Between the line containing "thumb ip: (859, 846)" and the line containing "pinky tip: (1028, 947)" lies a run of lines; give that run again exactly, with both of those lines, and nothing else from the entries below.

◆ ◆ ◆ ◆

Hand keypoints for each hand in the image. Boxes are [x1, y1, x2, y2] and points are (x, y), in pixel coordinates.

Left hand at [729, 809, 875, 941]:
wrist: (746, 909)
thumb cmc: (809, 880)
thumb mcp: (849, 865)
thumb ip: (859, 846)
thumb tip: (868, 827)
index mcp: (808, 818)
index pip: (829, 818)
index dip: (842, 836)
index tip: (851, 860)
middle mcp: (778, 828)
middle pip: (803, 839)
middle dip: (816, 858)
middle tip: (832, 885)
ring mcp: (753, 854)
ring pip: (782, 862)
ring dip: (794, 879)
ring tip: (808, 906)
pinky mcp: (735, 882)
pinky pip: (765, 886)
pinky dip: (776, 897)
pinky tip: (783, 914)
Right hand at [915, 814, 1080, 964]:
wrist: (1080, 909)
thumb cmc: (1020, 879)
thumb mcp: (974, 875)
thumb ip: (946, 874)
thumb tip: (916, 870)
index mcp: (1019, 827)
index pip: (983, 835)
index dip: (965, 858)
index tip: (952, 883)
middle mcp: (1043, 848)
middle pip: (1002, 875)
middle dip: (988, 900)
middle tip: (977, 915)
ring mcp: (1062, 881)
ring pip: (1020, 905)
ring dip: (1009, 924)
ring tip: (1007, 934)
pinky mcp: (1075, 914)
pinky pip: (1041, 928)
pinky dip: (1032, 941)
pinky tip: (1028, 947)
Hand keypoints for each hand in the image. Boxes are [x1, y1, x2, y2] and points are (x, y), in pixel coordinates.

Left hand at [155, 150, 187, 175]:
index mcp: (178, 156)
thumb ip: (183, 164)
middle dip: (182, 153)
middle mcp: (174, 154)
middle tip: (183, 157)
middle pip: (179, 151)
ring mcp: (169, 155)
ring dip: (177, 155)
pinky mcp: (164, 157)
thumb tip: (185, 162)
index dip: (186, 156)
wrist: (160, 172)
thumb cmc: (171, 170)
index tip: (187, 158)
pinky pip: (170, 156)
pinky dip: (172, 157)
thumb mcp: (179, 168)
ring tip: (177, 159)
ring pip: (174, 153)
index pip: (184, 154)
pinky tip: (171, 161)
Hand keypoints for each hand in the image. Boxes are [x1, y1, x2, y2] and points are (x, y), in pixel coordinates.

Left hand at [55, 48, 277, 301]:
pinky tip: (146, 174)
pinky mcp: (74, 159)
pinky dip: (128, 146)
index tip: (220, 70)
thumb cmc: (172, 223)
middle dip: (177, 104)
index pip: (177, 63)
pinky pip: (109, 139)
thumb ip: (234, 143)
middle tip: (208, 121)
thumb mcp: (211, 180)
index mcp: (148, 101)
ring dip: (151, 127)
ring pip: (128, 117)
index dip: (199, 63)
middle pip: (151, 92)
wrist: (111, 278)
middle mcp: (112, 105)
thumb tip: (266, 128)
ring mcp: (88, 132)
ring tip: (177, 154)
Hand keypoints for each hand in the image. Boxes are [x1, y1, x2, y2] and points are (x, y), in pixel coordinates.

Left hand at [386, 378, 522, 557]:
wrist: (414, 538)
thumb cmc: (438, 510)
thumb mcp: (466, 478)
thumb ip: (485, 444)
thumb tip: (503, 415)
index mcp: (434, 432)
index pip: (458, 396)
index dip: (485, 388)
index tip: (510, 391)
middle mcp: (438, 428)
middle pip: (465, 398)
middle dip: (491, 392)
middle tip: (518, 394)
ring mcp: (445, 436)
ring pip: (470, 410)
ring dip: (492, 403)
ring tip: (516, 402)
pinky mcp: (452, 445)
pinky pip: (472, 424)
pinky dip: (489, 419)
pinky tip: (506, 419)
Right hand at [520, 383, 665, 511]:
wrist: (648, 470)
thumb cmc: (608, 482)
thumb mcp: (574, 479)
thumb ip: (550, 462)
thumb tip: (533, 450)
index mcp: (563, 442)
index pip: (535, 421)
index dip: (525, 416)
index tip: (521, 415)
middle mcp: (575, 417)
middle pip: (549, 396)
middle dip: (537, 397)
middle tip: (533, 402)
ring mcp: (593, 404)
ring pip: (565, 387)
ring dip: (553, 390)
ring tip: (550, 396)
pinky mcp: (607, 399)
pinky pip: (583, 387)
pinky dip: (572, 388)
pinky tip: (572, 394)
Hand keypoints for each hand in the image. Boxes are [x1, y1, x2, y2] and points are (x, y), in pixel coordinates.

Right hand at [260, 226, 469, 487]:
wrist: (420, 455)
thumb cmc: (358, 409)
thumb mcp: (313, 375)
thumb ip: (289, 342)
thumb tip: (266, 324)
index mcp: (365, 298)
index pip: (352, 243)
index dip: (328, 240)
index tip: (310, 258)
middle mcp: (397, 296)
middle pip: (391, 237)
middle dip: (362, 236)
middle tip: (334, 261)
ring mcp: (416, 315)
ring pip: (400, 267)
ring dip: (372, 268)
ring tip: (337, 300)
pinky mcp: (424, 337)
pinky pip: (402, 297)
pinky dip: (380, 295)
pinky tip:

◆ ◆ ◆ ◆

▶ **Written solution**:
thumb ip: (859, 846)
thumb tip: (868, 827)
index mcp: (808, 818)
index pip: (829, 818)
index dip: (842, 836)
index tip: (851, 860)
middle mcp: (778, 828)
middle pip: (803, 839)
middle dip: (816, 858)
middle tip: (832, 885)
ring mcp: (753, 854)
ring pip: (782, 862)
ring dip: (794, 879)
ring tip: (808, 906)
pinky mcp: (735, 882)
pinky pip: (765, 886)
pinky dip: (776, 897)
pinky tip: (783, 914)
Right hand at [915, 814, 1080, 964]:
wrist: (1080, 909)
thumb cmc: (1020, 879)
thumb mcp: (974, 875)
thumb ip: (946, 874)
thumb tip: (916, 870)
index mcp: (1019, 827)
index pip: (983, 835)
index dip: (965, 858)
index tip: (952, 883)
middle mcp: (1043, 848)
middle pip: (1002, 875)
middle dip: (988, 900)
middle tip: (977, 915)
ring mcp: (1062, 881)
ring pip: (1020, 905)
ring dip: (1009, 924)
ring tip: (1007, 934)
pinky mcp: (1075, 914)
pinky pip: (1041, 928)
pinky dip: (1032, 941)
pinky tip: (1028, 947)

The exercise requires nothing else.